Como relato histórico, la trama que propone Rojo es más bien trágica. Cada muestra de apertura o de inseguridad de nuestra clase dominante parece necesariamente seguida por un repliegue feroz en las zonas más básicas, menos modernas de la definición subjetiva. La aparición durante la dictadura de los tecnócratas de clase media que relata Fontaine, la conciencia melancólica del fracaso que llora Donoso, el aparente desclasamiento de Teresa en La chica del Crillón son actos fallidos que una conciencia ya no de clase sino de casta corrige automáticamente por medio del argumento más elemental de todos: los vínculos familiares. Pese a nuestros devaneos o a nuestros errores, parecen haberse dicho durante todo el siglo, al final del día somos los que somos, los típicos, los de siempre, y nunca seremos más.
Estos trazos, quizá demasiado esquemáticos, parecen describir un trabajo rudamente ideológico, como si Las novelas de la oligarquía chilena fuera la exposición de un prejuicio y no una exploración en los textos. La escritura situada de Rojo no es de las que acallan al interlocutor, y en su mirada hay curiosidad, afecto y reconocimiento. No evita defender el valor literario de algunas novelas, entre ellas el de Este domingo, levantadas con materiales muy alejados de sus simpatías, ni tampoco deja de reconocer a una aristocracia que, pese a todos sus desafueros, fue republicana antes que golpista. Justamente porque el libro reconoce los logros de ese sector y los de su literatura, porque no los lee de modo maniqueo, resulta sorprendente el giro invariable, casi intemporal que parecen tomar sus reacciones ante la amenaza. Ni las crisis económicas ni las crisis políticas, ni siquiera las fuerzas globalizadoras de los últimos años parecen alterar el sustrato identitario más profundo y más falaz de las elites chilenas, el de los vínculos sanguíneos.
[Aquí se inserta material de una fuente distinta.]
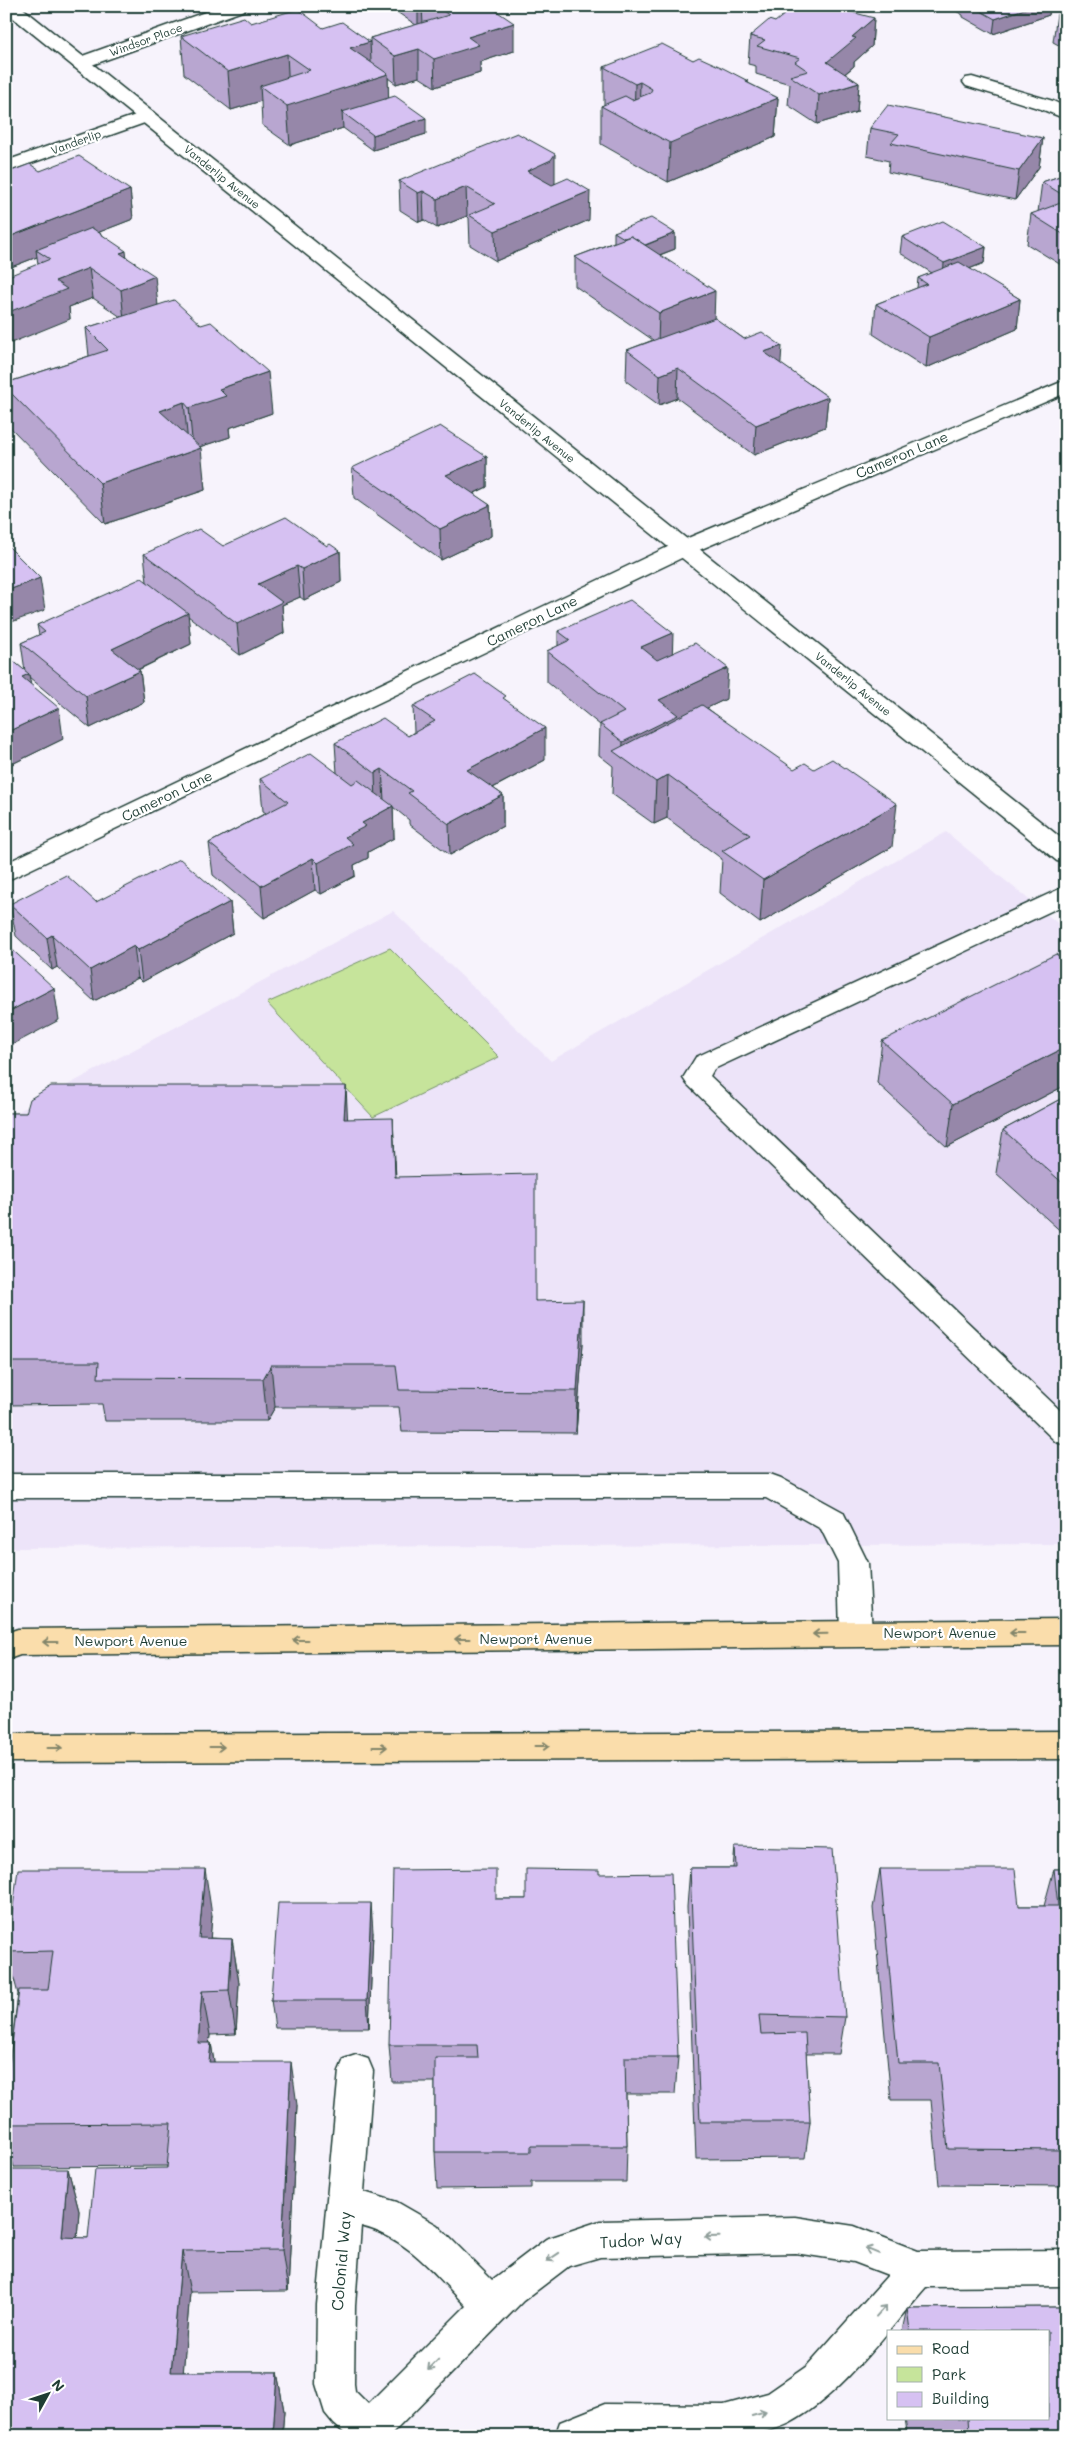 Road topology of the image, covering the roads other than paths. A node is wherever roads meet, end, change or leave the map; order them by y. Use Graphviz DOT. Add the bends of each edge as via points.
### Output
graph roads {
  1 [pos="9,6"];
  2 [pos="239,6"];
  3 [pos="80,63"];
  4 [pos="972,82"];
  5 [pos="1066,114"];
  6 [pos="147,116"];
  7 [pos="6,167"];
  8 [pos="1066,386"];
  9 [pos="684,548"];
  10 [pos="1066,855"];
  11 [pos="6,874"];
  12 [pos="1066,894"];
  13 [pos="1066,1434"];
  14 [pos="6,1486"];
  15 [pos="1066,1632"];
  16 [pos="856,1633"];
  17 [pos="6,1647"];
  18 [pos="1066,1745"];
  19 [pos="6,1748"];
  20 [pos="356,2071"];
  21 [pos="345,2205"];
  22 [pos="1066,2268"];
  23 [pos="918,2269"];
  24 [pos="491,2306"];
  25 [pos="370,2432"];
  26 [pos="574,2436"];
  1 -- 3 [label="street, Vanderlip Avenue"];
  2 -- 3 [label="street, Windsor Place"];
  3 -- 6 [label="street, Vanderlip Avenue"];
  4 -- 5 [label="street"];
  6 -- 7 [label="street, Vanderlip"];
  6 -- 9 [label="street, Vanderlip Avenue"];
  8 -- 9 [label="street, Cameron Lane"];
  9 -- 10 [label="street, Vanderlip Avenue"];
  9 -- 11 [label="street, Cameron Lane"];
  12 -- 13 [label="street" via="705,1063 696,1078"];
  14 -- 16 [label="street" via="770,1486 832,1521 853,1563"];
  15 -- 16 [label="main road, Newport Avenue, one-way"];
  16 -- 17 [label="main road, Newport Avenue, one-way" via="641,1638 18,1642"];
  19 -- 18 [label="main road, one-way"];
  20 -- 21 [label="street, Colonial Way"];
  21 -- 24 [label="street" via="384,2214 424,2237"];
  21 -- 25 [label="street, Colonial Way" via="336,2306 335,2384 342,2406"];
  22 -- 23 [label="street, Tudor Way"];
  23 -- 24 [label="street, Tudor Way, one-way" via="854,2244 795,2234 600,2240 559,2252"];
  26 -- 23 [label="street, one-way" via="605,2424 724,2424 777,2410 820,2379"];
  24 -- 25 [label="street, Tudor Way, one-way"];
}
Es una buena noticia que la crítica literaria retome la pregunta por el ordenamiento clasista como criterio de lectura. Durante los últimos años hemos asistido a la consabida explosión de las identidades, y los estudios académicos han descrito con cierta claridad nuestra literatura desde la perspectiva de los géneros sexuales, de las etnicidades, incluso desde la niñez o la juventud. Las novelas de la oligarquía se ofrece, en este panorama, como un contrapunto necesario para esos estudios. Uno de los mayores riesgos de nuestra apolillada posmodernidad es el olvido de una diferencia fundamental para el ordenamiento social, la que define nuestra posición en el mundo material. Sin maniqueísmos de ninguna especie, Las novelas de la oligarquía se encarga de explorar, desde fuera, un mundo que muchas veces hemos leído como si fuera el único interior de la literatura, como si fuera la realidad, como si no fuera un mundo sino el único mundo posible.
Grínor Rojo, Las novelas de la oligarquía chilena. Santiago: Sangría, 2011.